Having open conversations about family finances teaches our children much about money management. Kids will mostly pick up ideas, skills and attitudes about spending, saving and debt, from their parents or caregivers. That's why it is vital to send out the right financial messages within the family.
Money doesn't grow on trees!
Many parents make these kind of statements to their children and can we really blame ourselves? We know things cost money. From nappies, clothes, toys and nursery fees, to car maintenance, broken toasters and toothpaste, most families experience financial stress about money every once in a while. But are we just passing our own negative money attitudes to the next generation?
Money lessons
There is a fine line between worrying our kids with stuff that they are not old enough to shoulder and keeping them in the dark. So should we let kids know that we won't be buying new toys right now because mom and dad are saving up for a new home? Must we tell them dad's hours have been cut and that's why mom is worried? That their little brother needs braces and there isn't enough money for video games until Christmas?
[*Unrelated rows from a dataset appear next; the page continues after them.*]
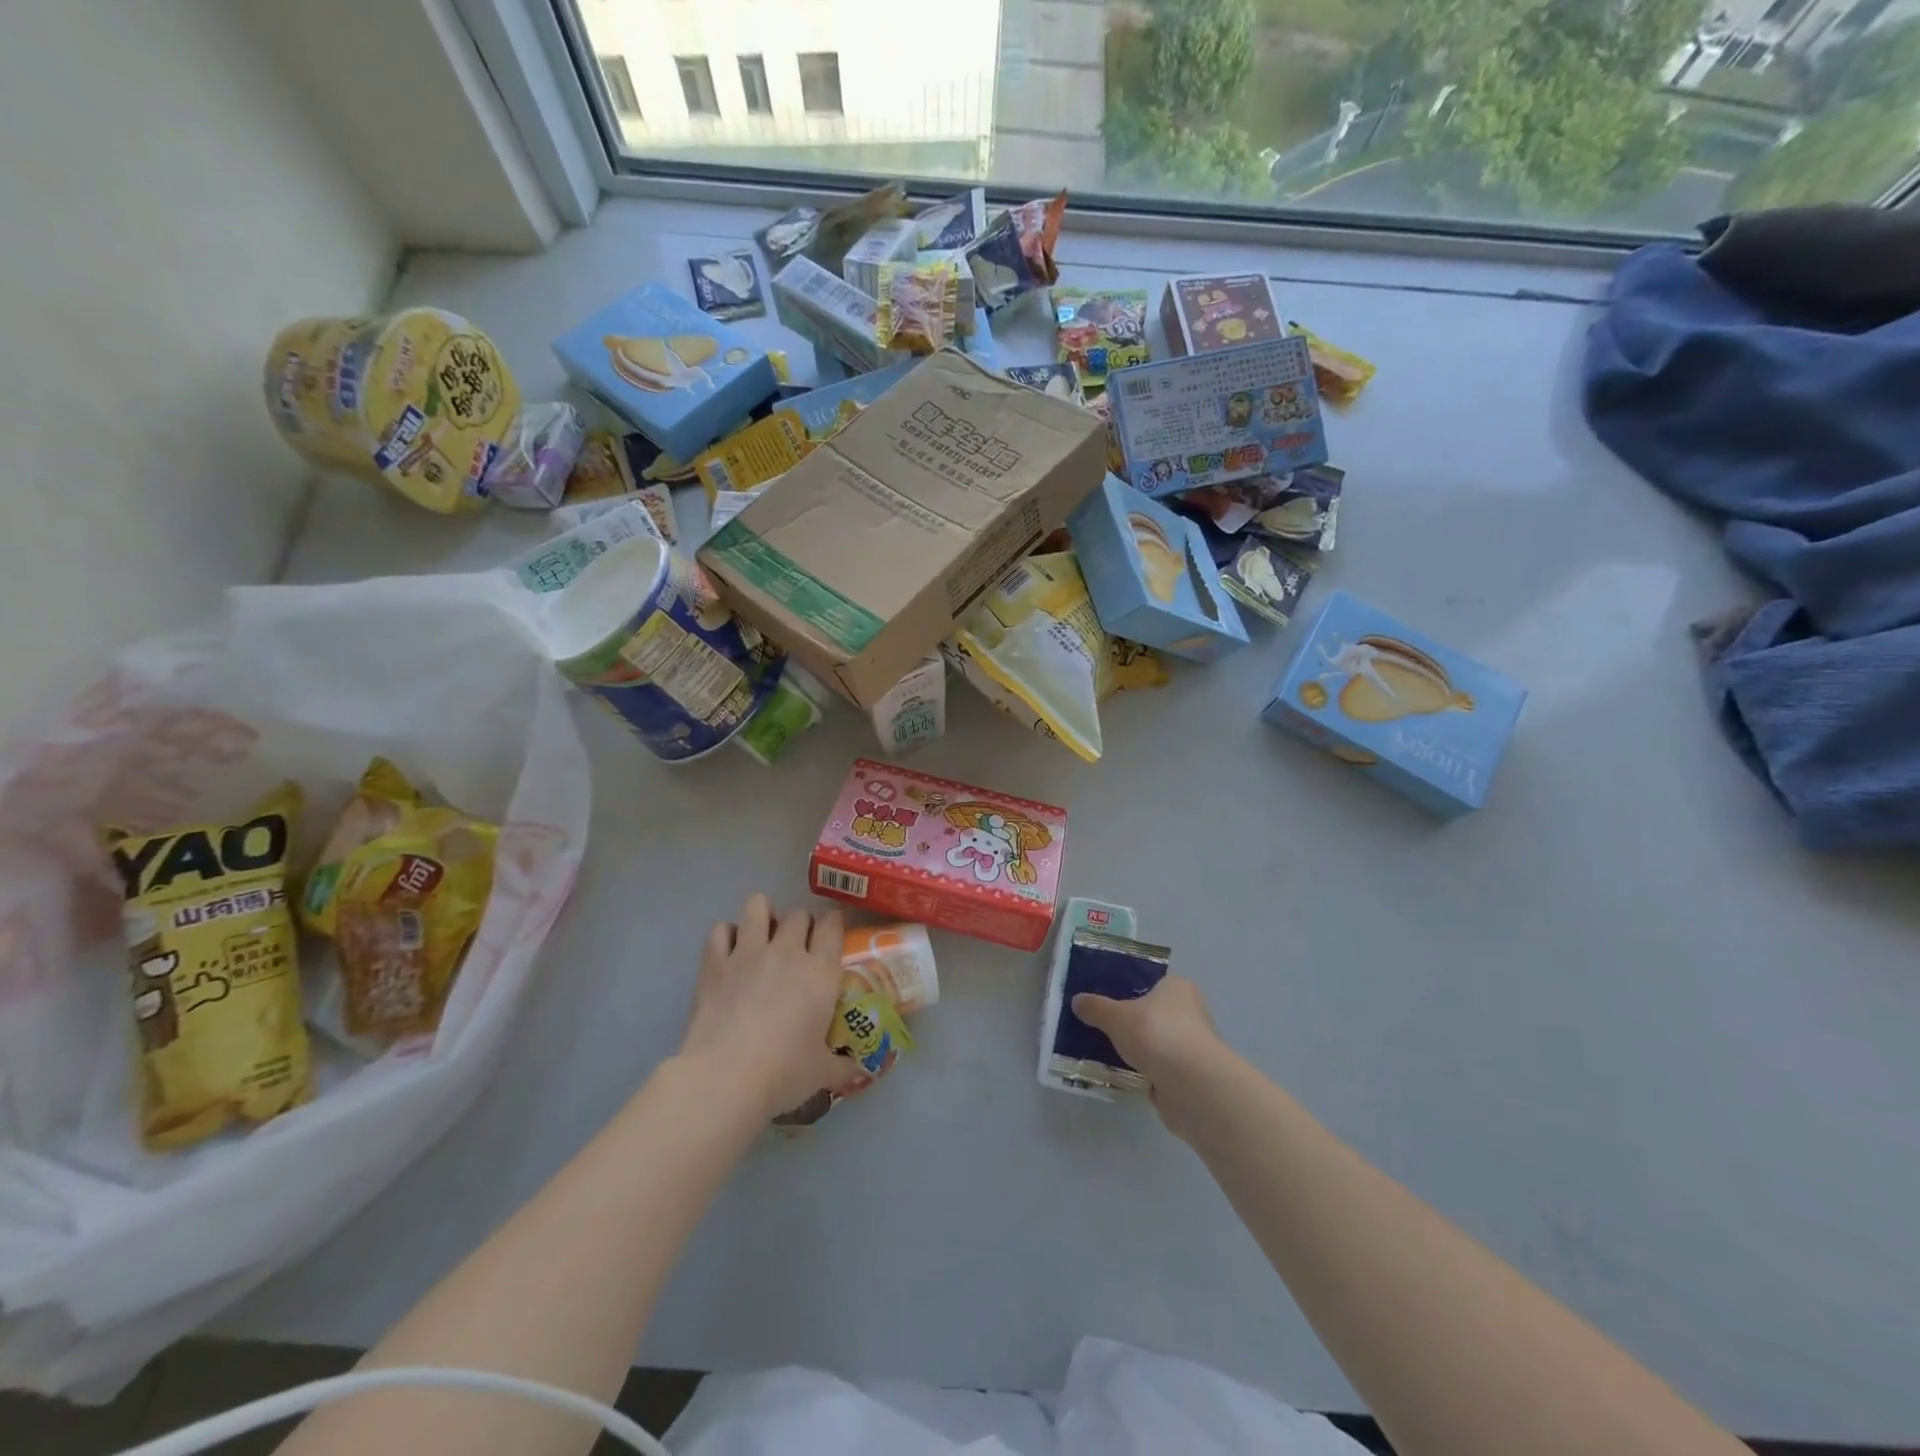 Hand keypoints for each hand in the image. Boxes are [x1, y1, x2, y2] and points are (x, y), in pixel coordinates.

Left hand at [679, 894, 857, 1122]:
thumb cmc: (783, 1073)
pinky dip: (725, 935)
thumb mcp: (821, 1073)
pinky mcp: (715, 962)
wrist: (725, 1077)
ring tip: (762, 934)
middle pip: (798, 915)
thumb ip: (843, 1066)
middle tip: (798, 946)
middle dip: (800, 924)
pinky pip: (720, 929)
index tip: (831, 933)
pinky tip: (728, 951)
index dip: (833, 924)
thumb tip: (859, 1070)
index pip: (832, 926)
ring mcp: (749, 952)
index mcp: (821, 971)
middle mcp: (788, 951)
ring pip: (757, 906)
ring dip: (762, 914)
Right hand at [1072, 977, 1224, 1136]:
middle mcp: (1189, 1013)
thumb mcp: (1117, 1016)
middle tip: (1097, 1025)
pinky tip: (1117, 1075)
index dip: (1126, 989)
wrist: (1191, 1086)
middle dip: (1128, 1022)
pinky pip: (1156, 1069)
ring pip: (1152, 1043)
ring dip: (1134, 1050)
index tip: (1103, 998)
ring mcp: (1189, 1046)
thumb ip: (1096, 1008)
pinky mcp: (1187, 1076)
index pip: (1149, 983)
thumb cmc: (1156, 1034)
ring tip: (1100, 1052)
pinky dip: (1141, 1072)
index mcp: (1177, 988)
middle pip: (1150, 1014)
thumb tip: (1077, 1000) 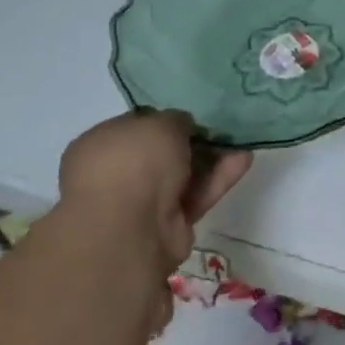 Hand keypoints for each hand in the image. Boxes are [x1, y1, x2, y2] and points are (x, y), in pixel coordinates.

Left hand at [58, 110, 250, 276]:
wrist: (130, 228)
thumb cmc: (133, 162)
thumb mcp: (160, 123)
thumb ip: (176, 120)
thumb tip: (183, 128)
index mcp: (100, 146)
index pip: (135, 127)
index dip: (164, 120)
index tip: (192, 116)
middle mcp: (117, 174)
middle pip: (161, 154)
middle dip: (192, 141)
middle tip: (221, 128)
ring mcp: (142, 202)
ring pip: (183, 175)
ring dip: (212, 159)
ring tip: (242, 141)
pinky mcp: (169, 224)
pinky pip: (196, 195)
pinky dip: (218, 179)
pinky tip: (244, 159) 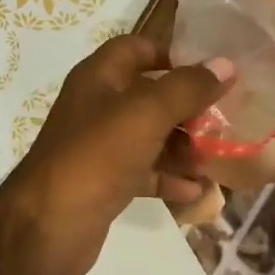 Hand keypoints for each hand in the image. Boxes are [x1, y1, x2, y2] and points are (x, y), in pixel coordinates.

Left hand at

The answer is yes, age appropriate ways of addressing money matters are positive for creating healthy money values in our children. Kids pick up stress like radars and almost invariably believe that family tensions are down to something they have done wrong. Therefore it is much better to be open and matter-of-fact about what is going on. If we have honest and straightforward about money discussions with our children, they will learn that money comes and goes, but financial concerns or strategies do not need to upset a family's fundamental balance.
Kids should not feel responsible for their parents
Most kids, once engaged into a money conversation, will feel more integrated and safe within the family unit. Whatever happens, we'll pull through together, is a reassuring message. It is vital, however, to explain that mom and dad will handle the family's well-being. This is the part where we must protect our kids. No child must ever be made to feel responsible for matters that should sit squarely on adults' shoulders. For example, it might be appropriate next time your children want a new Barbie or a video game, for them to participate in a drive to sell old toys on eBay or in a garage sale. This way they can learn to let go of old things in order to generate money (and make room) for new stuff.
Let children fantasise
Adults may come to points in their lives where they feel they'll never be able to realise their youthful dreams. We might have let go of that great career or the round-the-world trip to address other things. Sometimes life does not feel fair and responsibilities, illness and misfortune come our way. We should never stop our kids from dreaming of a better future though. We need to ask ourselves, what financial values do I offer to my children? Am I proud of my job, my home, myself? Do I transmit peace and ease when I talk about money or my job? Do I manage my finances proactively, giving the best possible example to my kids? Laughing cynically when a child says he wants to be a movie star might sometimes be tempting, but if we feel our dreams were once set back, do we really want to crush theirs? Nurturing our kids' optimism and their attitudes to building wealth, identifying and encouraging their real talents and offering them a safe environment where money is just a commodity to be wisely managed, are perhaps some of the best gifts we can offer our sons and daughters.